Entering senior year, I had to find an internship that would help me get experience. After submitting many resumes and cover letters, I got an interview with Fox 5 News and eventually an internship. At Fox 5, I’ve been able to shadow reporters and even got to interview actor Chris Hemsworth on the red carpet!
After graduating, I was offered a position to continue working at Fox 5 News, working at the news desk, assigning stories to reporters, learning the system, and doing what they need me to do. Eventually I want to become an anchor, and in this business, you really just have to start from the bottom and work your way up.
When I look back, I realize the Children’s Scholarship Fund opened the door to many opportunities for me, especially helping with finances and lifting a burden off my family’s shoulders. I am the oldest of five and when I first received the scholarship, my siblings were just starting to attend school. My mom liked the advantages of private school but putting all five of us through school on full tuition would have cost a fortune. Not only did CSF open doors for me, but it helped open doors for my siblings as well.

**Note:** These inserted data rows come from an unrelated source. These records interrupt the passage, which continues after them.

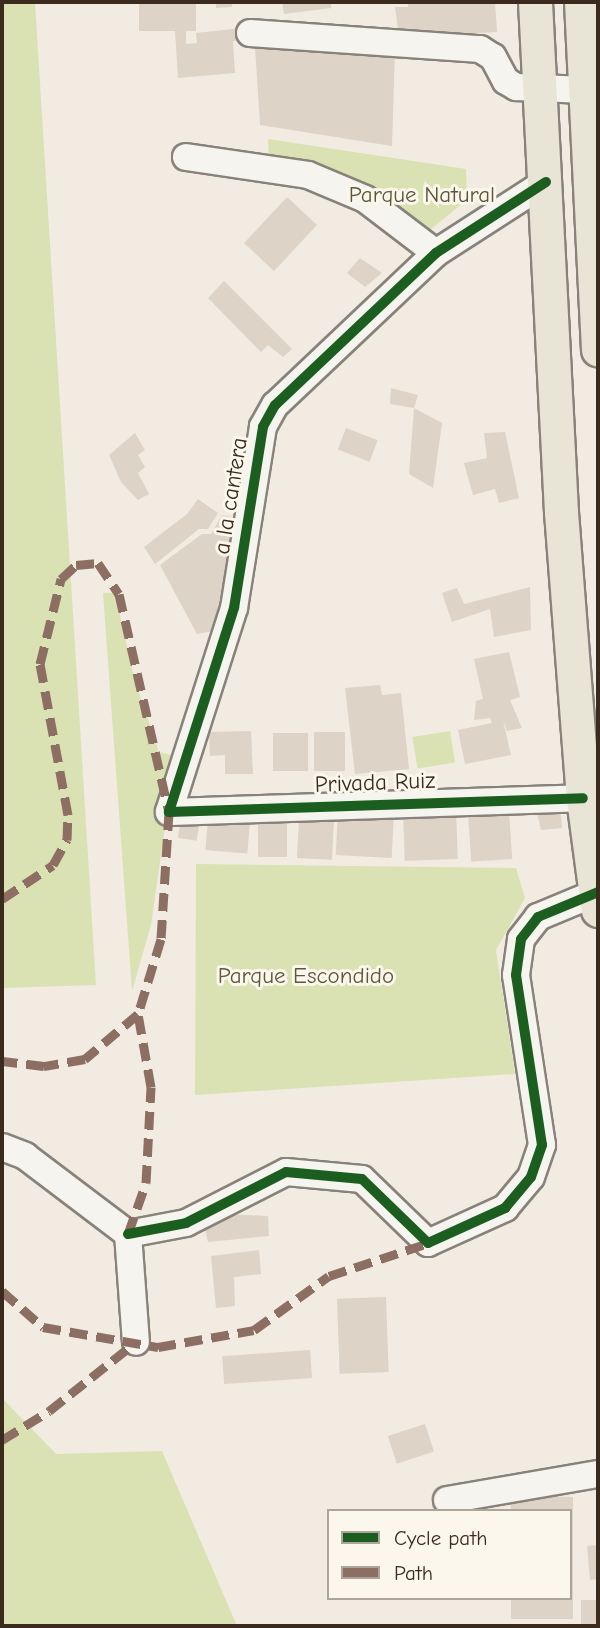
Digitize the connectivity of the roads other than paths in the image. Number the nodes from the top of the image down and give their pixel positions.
1 (535, 2) edge
2 (581, 2) edge
3 (250, 33) dead end
4 (540, 89) junction
5 (585, 90) junction
6 (186, 157) dead end
7 (546, 182) junction
8 (436, 253) junction
9 (598, 350) edge
10 (583, 798) junction
11 (169, 812) joint
12 (597, 898) edge
13 (2, 1147) edge
14 (128, 1234) junction
15 (136, 1342) dead end
16 (598, 1474) edge
17 (447, 1500) dead end

1 - 4 main road
2 - 5 main road
3 - 4 street
4 - 5 street
4 - 7 main road
5 - 9 main road
6 - 8 street
7 - 8 street, a la cantera
7 - 10 main road
8 - 11 street, a la cantera
10 - 11 street, Privada Ruiz
10 - 12 main road
12 - 14 street
13 - 14 street
14 - 15 street
16 - 17 street

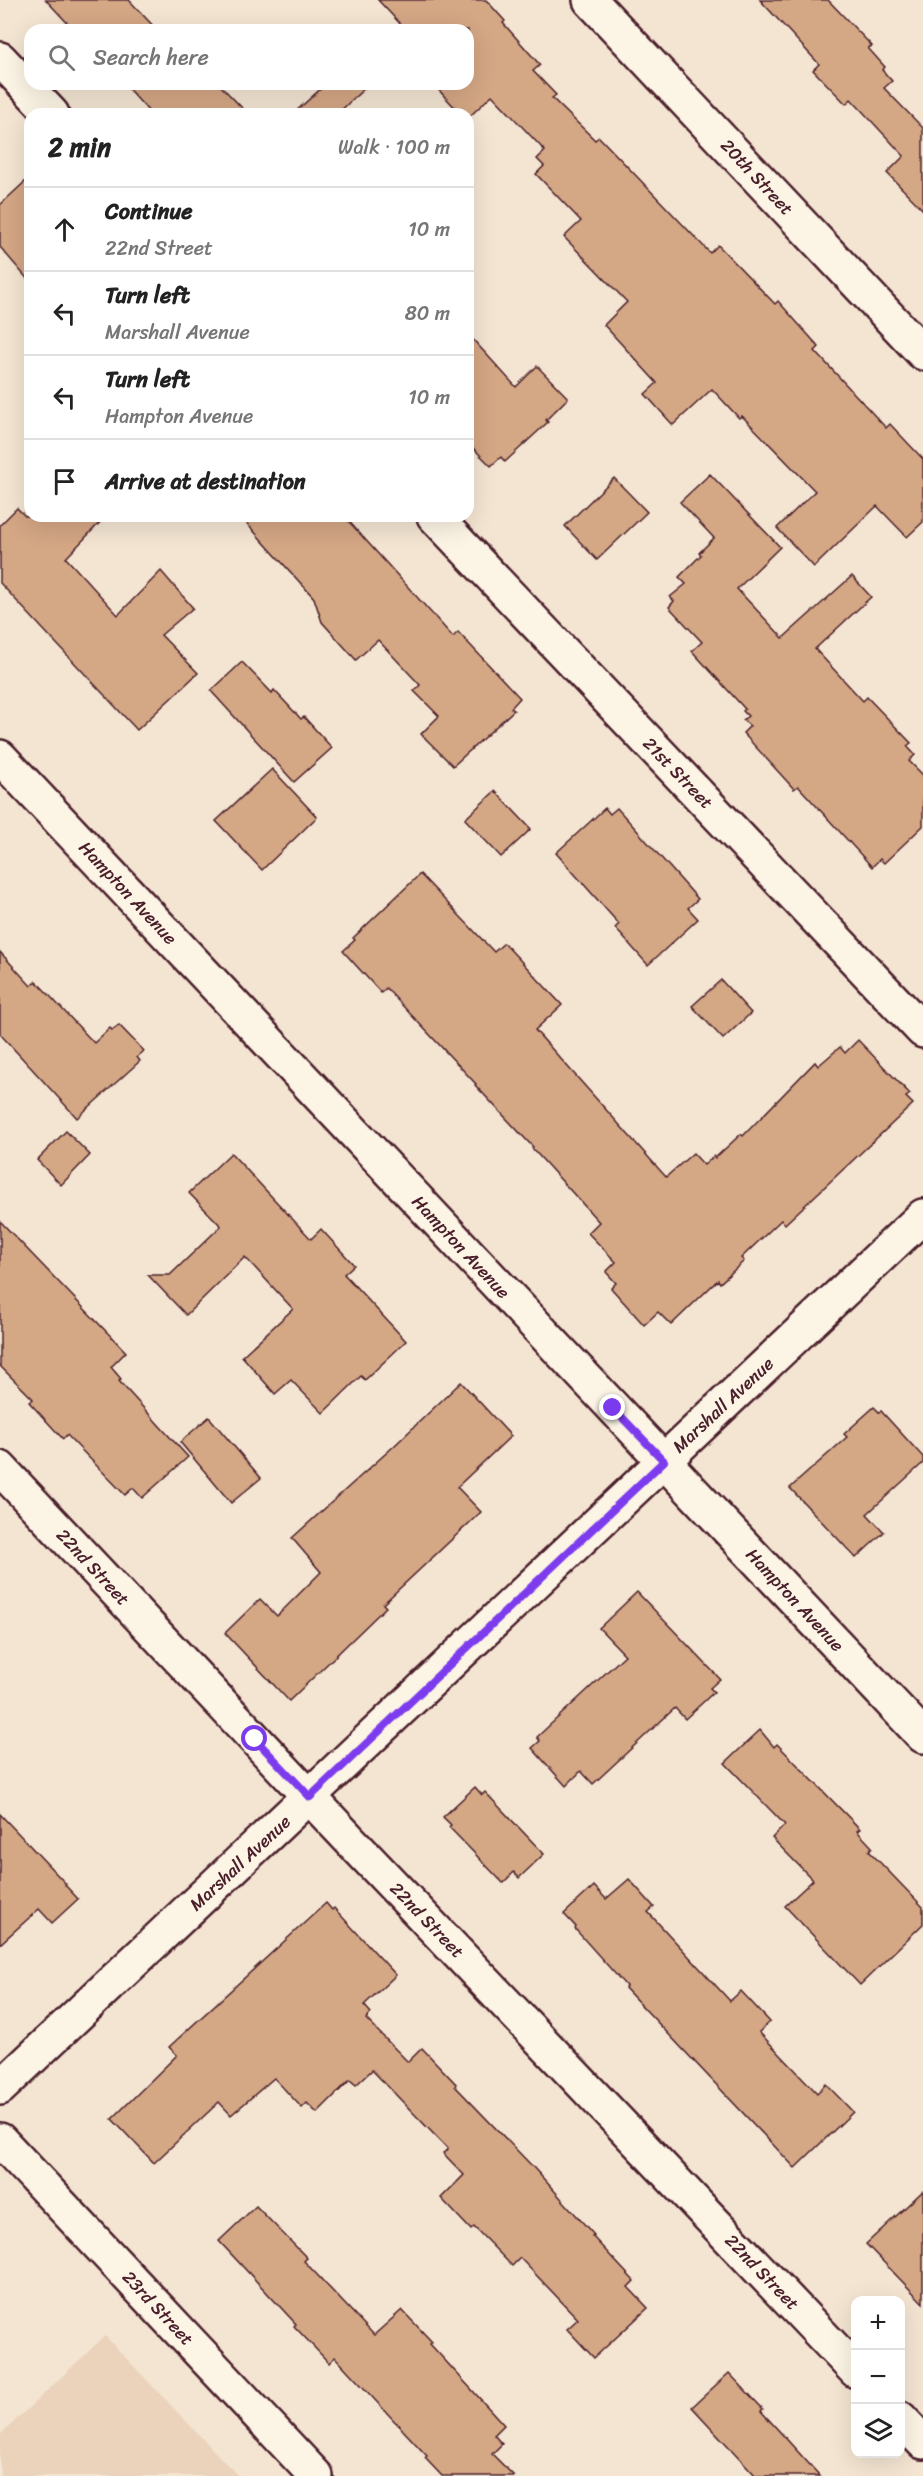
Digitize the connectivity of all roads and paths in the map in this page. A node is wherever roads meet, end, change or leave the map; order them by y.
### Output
1 (605, 5) edge
2 (0, 59) edge
3 (24, 84) edge
4 (29, 90) edge
5 (46, 108) edge
6 (923, 353) edge
7 (440, 522) edge
8 (0, 757) edge
9 (923, 1031) edge
10 (923, 1216) edge
11 (664, 1461) junction
12 (0, 1468) edge
13 (923, 1736) edge
14 (310, 1797) junction
15 (0, 2088) edge
16 (0, 2140) edge
17 (851, 2367) edge
18 (905, 2423) edge
19 (923, 2442) edge
20 (315, 2476) edge

1 - 6 street, 20th Street
2 - 3 street
4 - 5 street
7 - 9 street, 21st Street
8 - 11 street, Hampton Avenue
10 - 11 street, Marshall Avenue
11 - 13 street, Hampton Avenue
11 - 14 street, Marshall Avenue
12 - 14 street, 22nd Street
14 - 15 street, Marshall Avenue
14 - 17 street, 22nd Street
16 - 20 street, 23rd Street
18 - 19 street

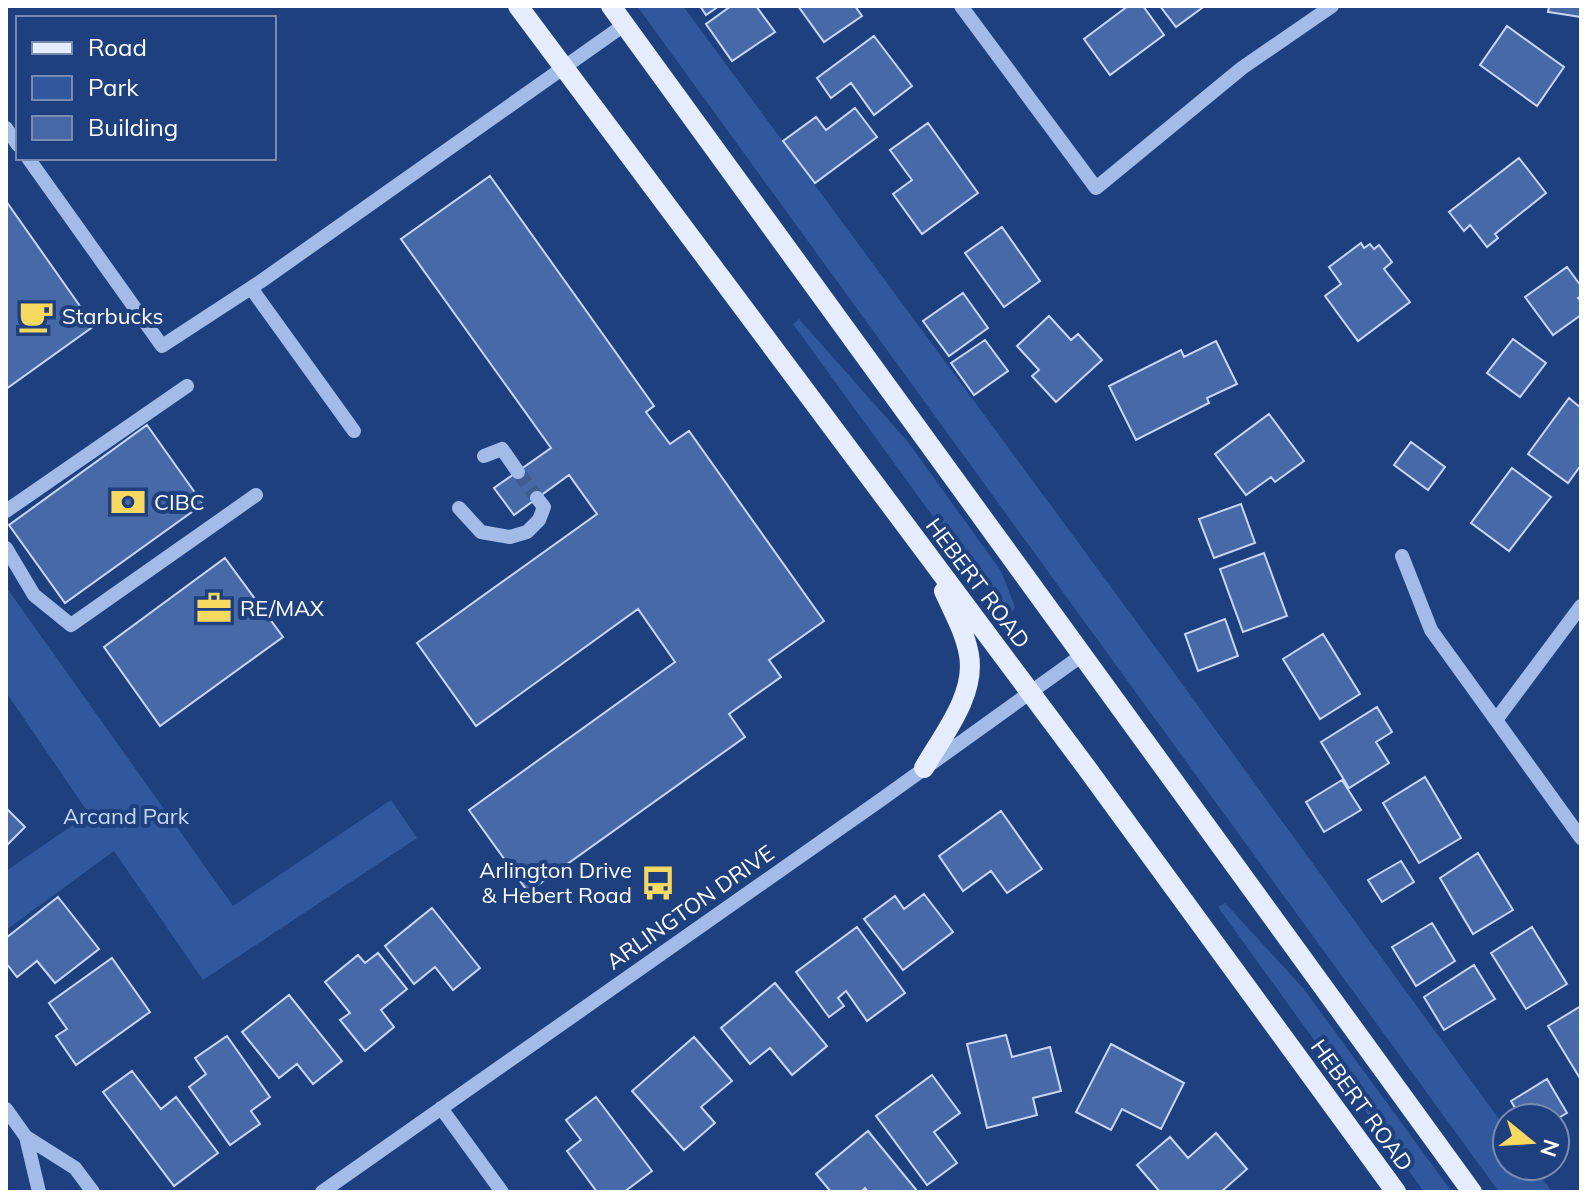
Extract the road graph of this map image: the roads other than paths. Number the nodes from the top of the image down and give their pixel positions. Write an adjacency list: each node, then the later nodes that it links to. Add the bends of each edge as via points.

Now I see myself as a role model for them. I can help them as they apply to college and share what I have learned from my own experience.
I really don’t know where I would be today without my CSF scholarship. Honestly, I might have dropped out. Applying and going to college was a challenge as a first generation and low-income student, but with hard work and help along the way, I overcame that challenge. I successfully obtained my Bachelor’s degree on May 19, 2018, twelve years after receiving the CSF scholarship that first got me started on this path, and I am very thankful for that.